The growing population of older adults living with diabetes faces a quiet epidemic — one that is measured not only in wounds and amputations, but in independence lost. Diabetic foot ulcers in this population are more than a local problem; they are systemic signals of frailty, cognitive decline, and reduced physiologic reserve.
Age, Frailty, and the ‘Hidden Comorbidities’
Studies show that advanced age amplifies nearly every dimension of risk for diabetic foot ulcer, from neuropathy and ischemia to sarcopenia and balance instability. Healing rates decline sharply with age, and postulcer mortality can exceed that of many cancers. These outcomes reflect more than tissue perfusion or infection — they mirror a broader vulnerability of the person as a whole.
Cognitive impairment compounds the problem. Older patients, especially those living alone or with mild dementia, may miss early warning signs or struggle with self-care regimens. Even the best dressings or devices fail if the patient doesn’t use them. This is where the human dimension of medicine becomes most critical.
Designing Technology for Real Life
Our National Institutes of Health-funded SmartBoot study, now fully enrolled, explores how a wearable device that combines remote monitoring and intelligent pressure offloading can extend care into patients’ homes.
But as we’ve learned, technology alone is not the answer; it must be tailored to the user. The frail or cognitively impaired patient may need simplified interfaces, caregiver integration, and feedback loops that reinforce, rather than burden, their daily lives.
What Clinicians Can Do in the Clinic
Clinicians should screen for frailty and cognition as routinely as for neuropathy or ischemia. By conducting focused frailty-awareness visits, clinicians can uncover limitations that directly affect wound risk. These visits should include:
- Foot-care capacity assessment. Simple tests — asking the patient to remove their shoes independently, reach their feet, or perform a basic visual check — can quickly reveal mobility limits that put them at risk.

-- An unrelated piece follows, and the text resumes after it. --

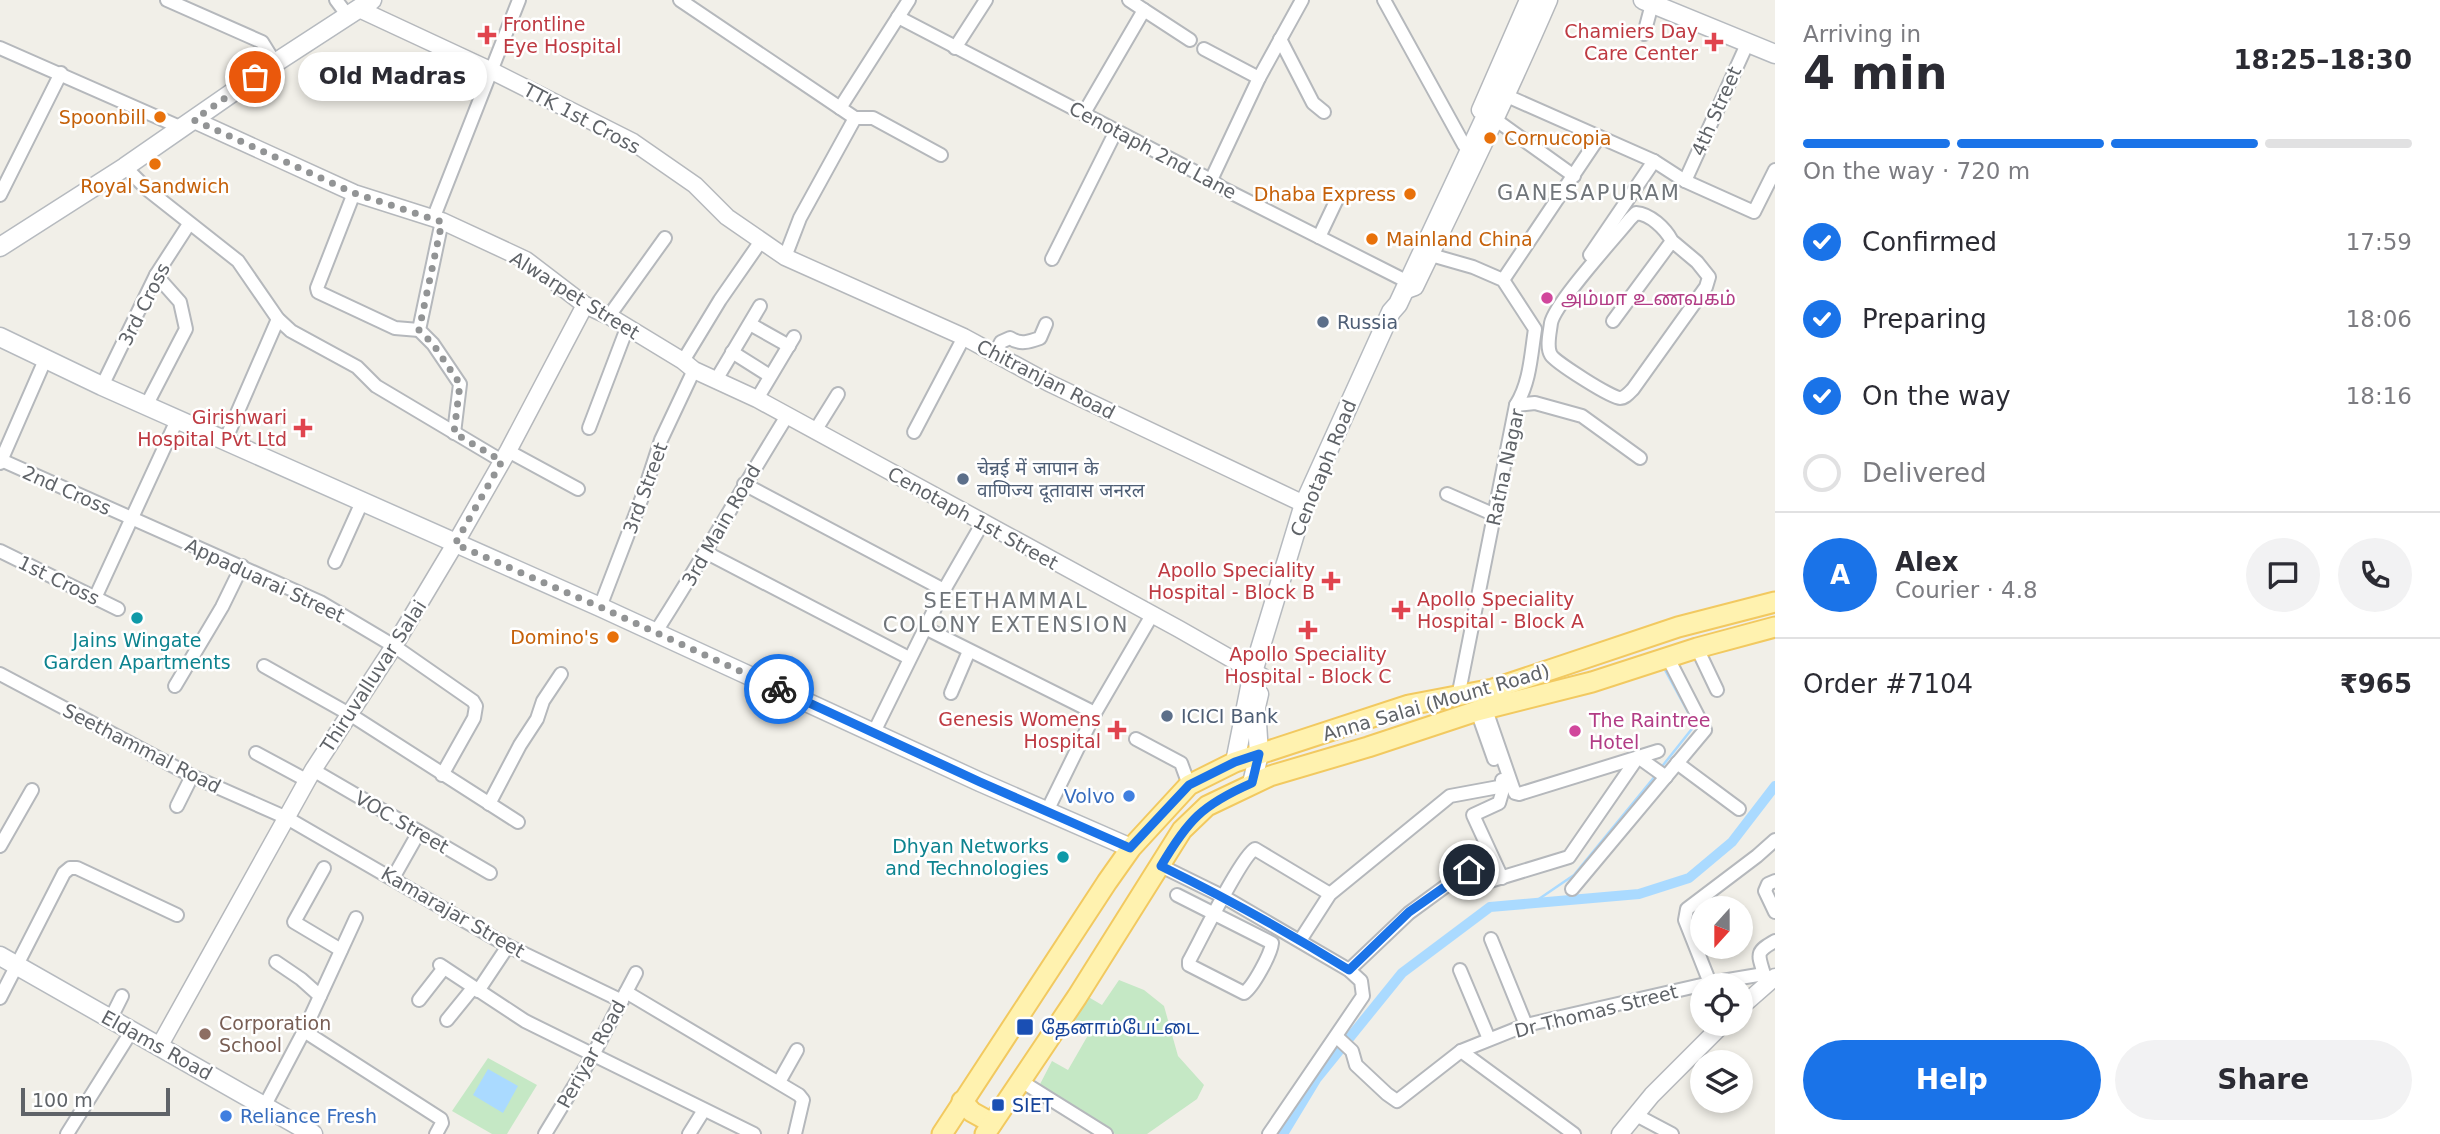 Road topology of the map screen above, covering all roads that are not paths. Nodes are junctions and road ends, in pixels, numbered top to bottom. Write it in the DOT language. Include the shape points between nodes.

- Vision, dexterity, and balance evaluations. Macular degeneration, tremor, or impaired reach can make self-inspection nearly impossible. Identifying these early allows clinicians to tailor preventive strategies.
- Caregiver engagement and empowerment. When a caregiver is present, involve them as a true partner: Demonstrate how to check the foot, review warning signs, and set expectations for daily monitoring. For patients living alone, a scheduled “foot-check buddy” (neighbor, family contact, or home-health aide) can be lifesaving.

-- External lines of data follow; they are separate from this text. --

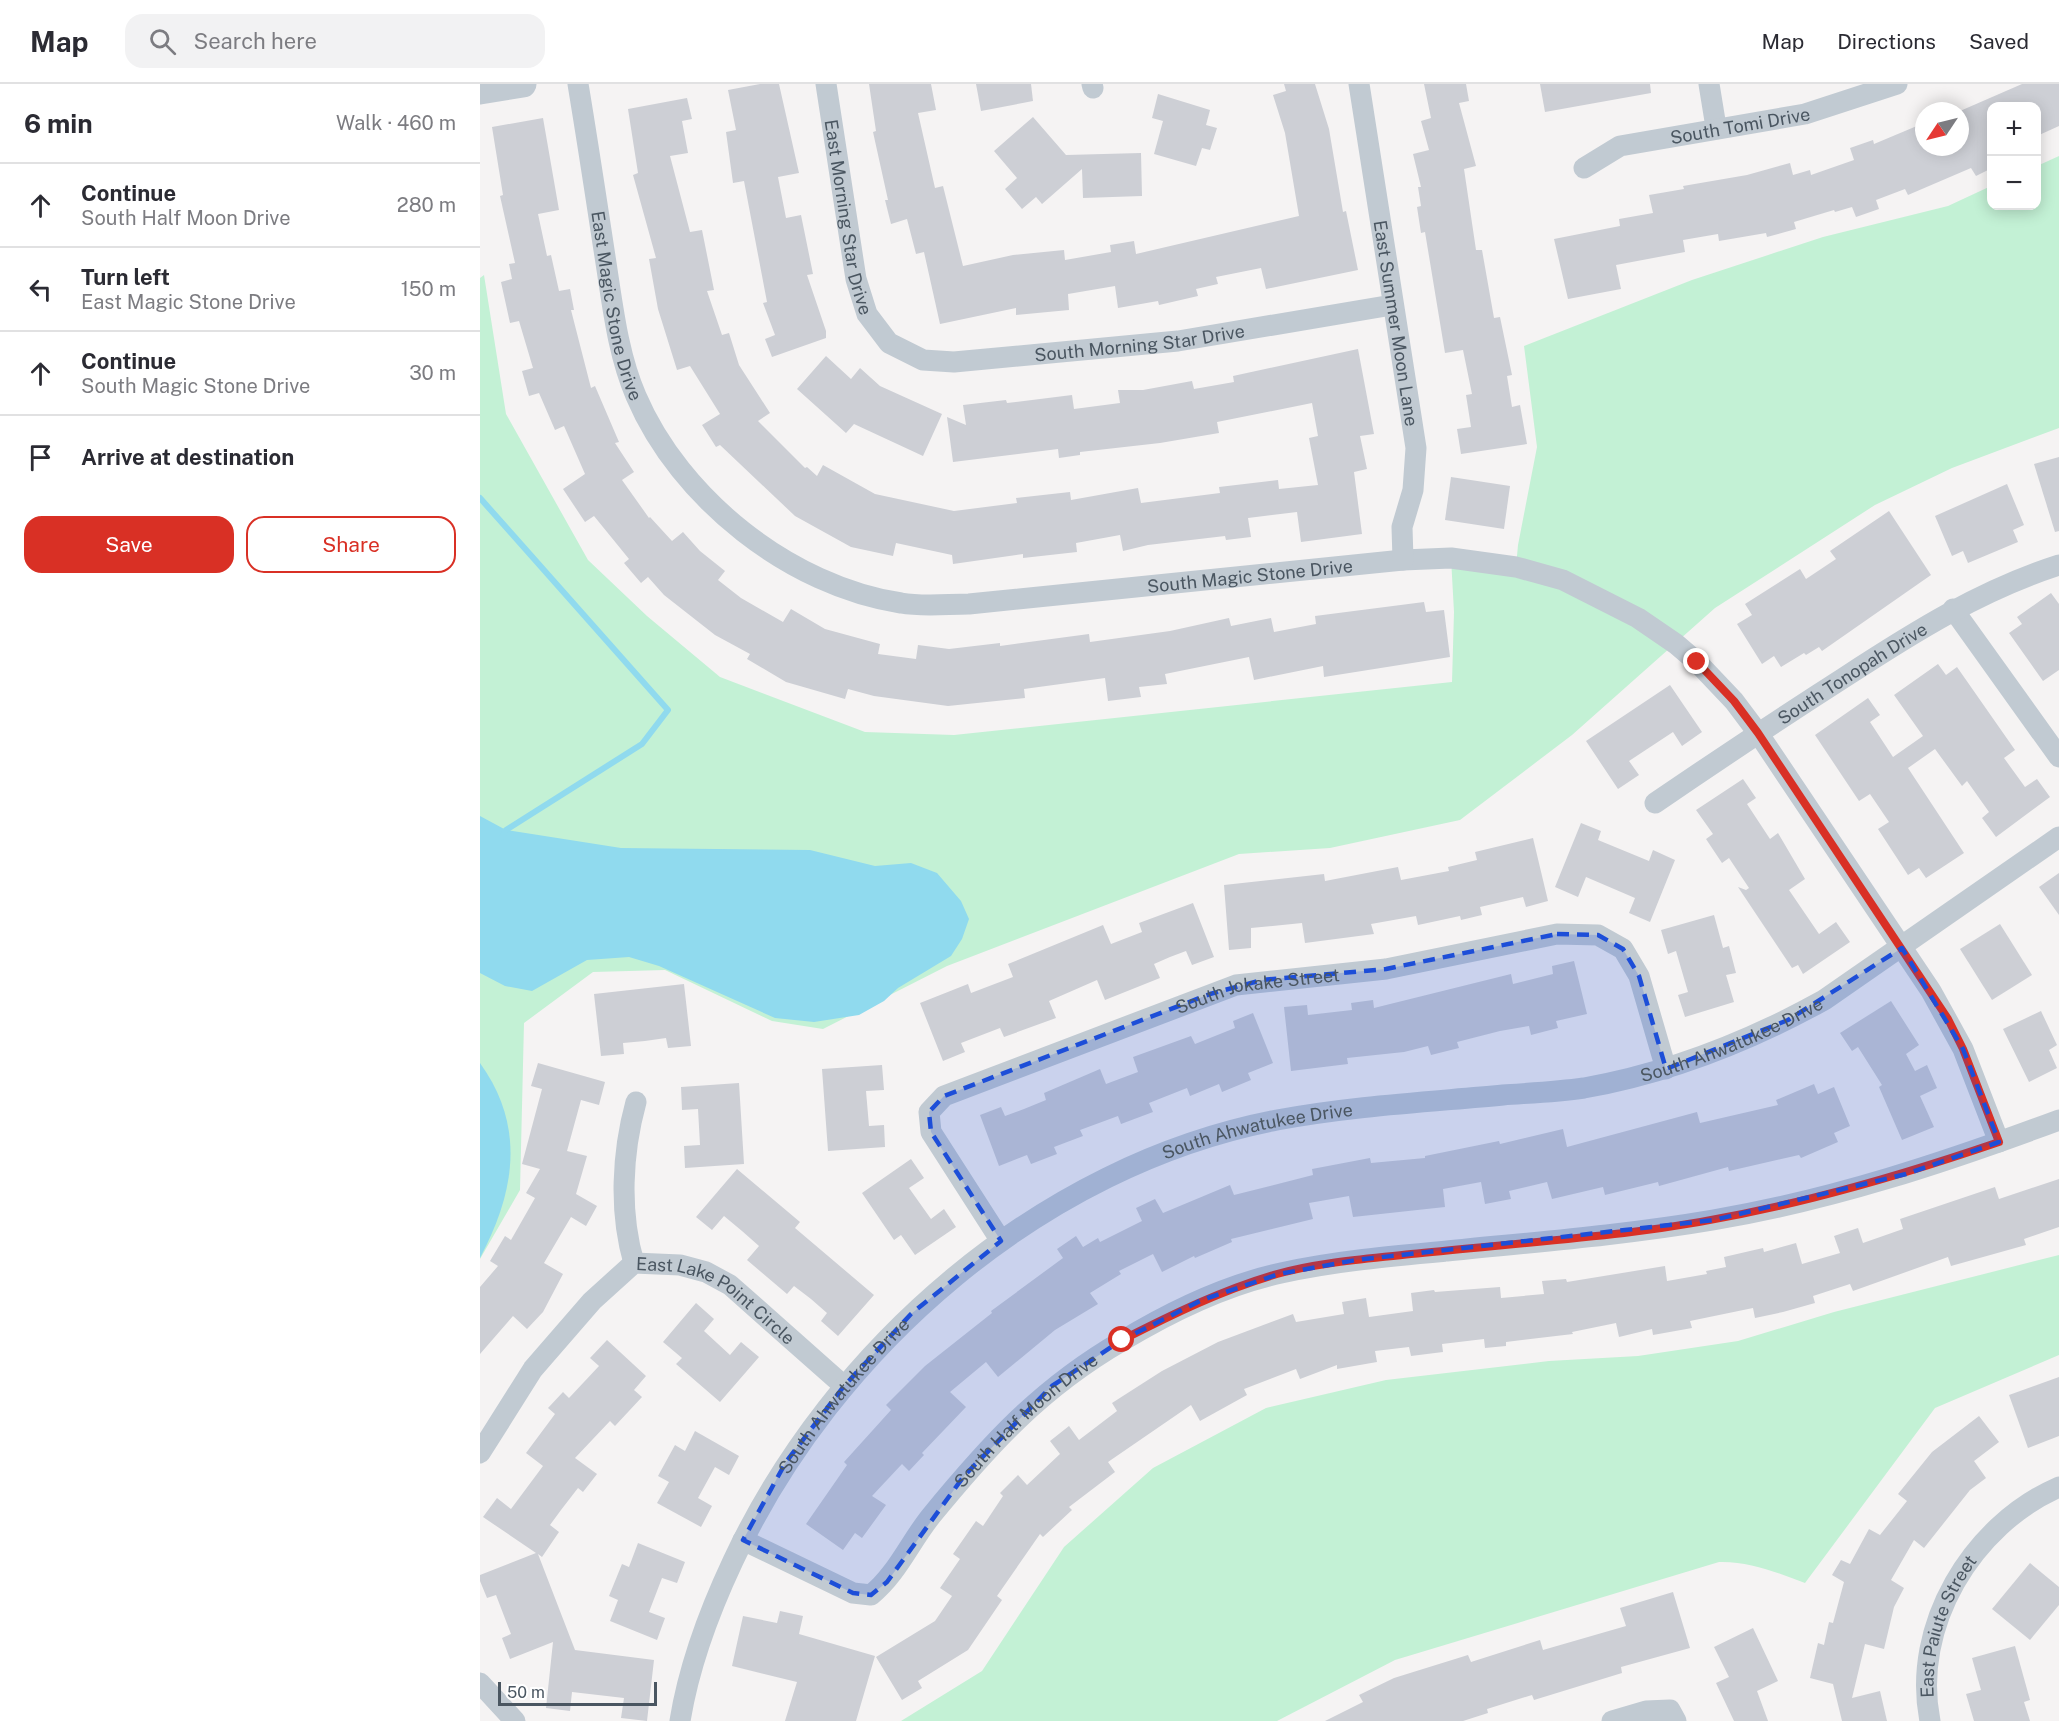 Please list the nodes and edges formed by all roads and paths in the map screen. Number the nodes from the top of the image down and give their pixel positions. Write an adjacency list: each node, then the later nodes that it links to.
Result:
1 (523, 84): 7 (street)
2 (578, 84): 12 (street, East Magic Stone Drive)
3 (826, 84): 11 (street, East Morning Star Drive)
4 (1359, 84): 10 (street, East Summer Moon Lane)
5 (1709, 84): 8 (street)
6 (1897, 84): 8 (street, South Tomi Drive)
7 (480, 91)
8 (1716, 127): 9 (street, South Tomi Drive)
9 (1584, 168)
10 (1392, 305): 11 (street, South Morning Star Drive); 13 (street, East Summer Moon Lane)
11 (890, 343)
12 (711, 505): 13 (street, South Magic Stone Drive)
13 (1403, 560): 16 (street, South Magic Stone Drive)
14 (2059, 565): 15 (street, South Tonopah Drive)
15 (1953, 609): 16 (street, South Tonopah Drive); 17 (street)
16 (1758, 733): 18 (street, South Tonopah Drive); 20 (street)
17 (2059, 757)
18 (1655, 803)
19 (2059, 837): 20 (street, South Ahwatukee Drive)
20 (1902, 948): 21 (street, South Ahwatukee Drive); 24 (street)
21 (1666, 1069): 25 (street, South Ahwatukee Drive); 25 (street, South Jokake Street)
22 (636, 1102): 26 (street)
23 (2059, 1120): 24 (street, South Half Moon Drive)
24 (1999, 1142): 30 (street, South Half Moon Drive)
25 (1001, 1241): 27 (street, South Ahwatukee Drive)
26 (633, 1263): 27 (street, East Lake Point Circle); 28 (street, East Lake Point Circle)
27 (844, 1386): 30 (street, South Ahwatukee Drive)
28 (480, 1453)
29 (2059, 1487): 36 (street, East Paiute Street)
30 (743, 1540): 34 (street, South Ahwatukee Drive)
31 (480, 1683): 33 (street)
32 (1673, 1716): 35 (street)
33 (515, 1721)
34 (680, 1721)
35 (1612, 1721)
36 (1930, 1721)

- Simplified messaging. Focus on one or two high-yield behaviors, not a long list. A single clear routine (“look at the bottom of your feet every morning”) outperforms complex care plans, especially in frail populations.
- Thoughtful technology deployment. Photo-based wound checks, passive sensors, and simple reminders can support patients and caregivers — but only when matched to cognitive and physical abilities. Clinicians should match device complexity to patient capacity.
The diabetic foot offers a window into the interplay between aging, chronic disease, and technology. By recognizing this intersection, clinicians can help not just preserve limbs but also extend mobility, autonomy, and dignity in life’s later chapters.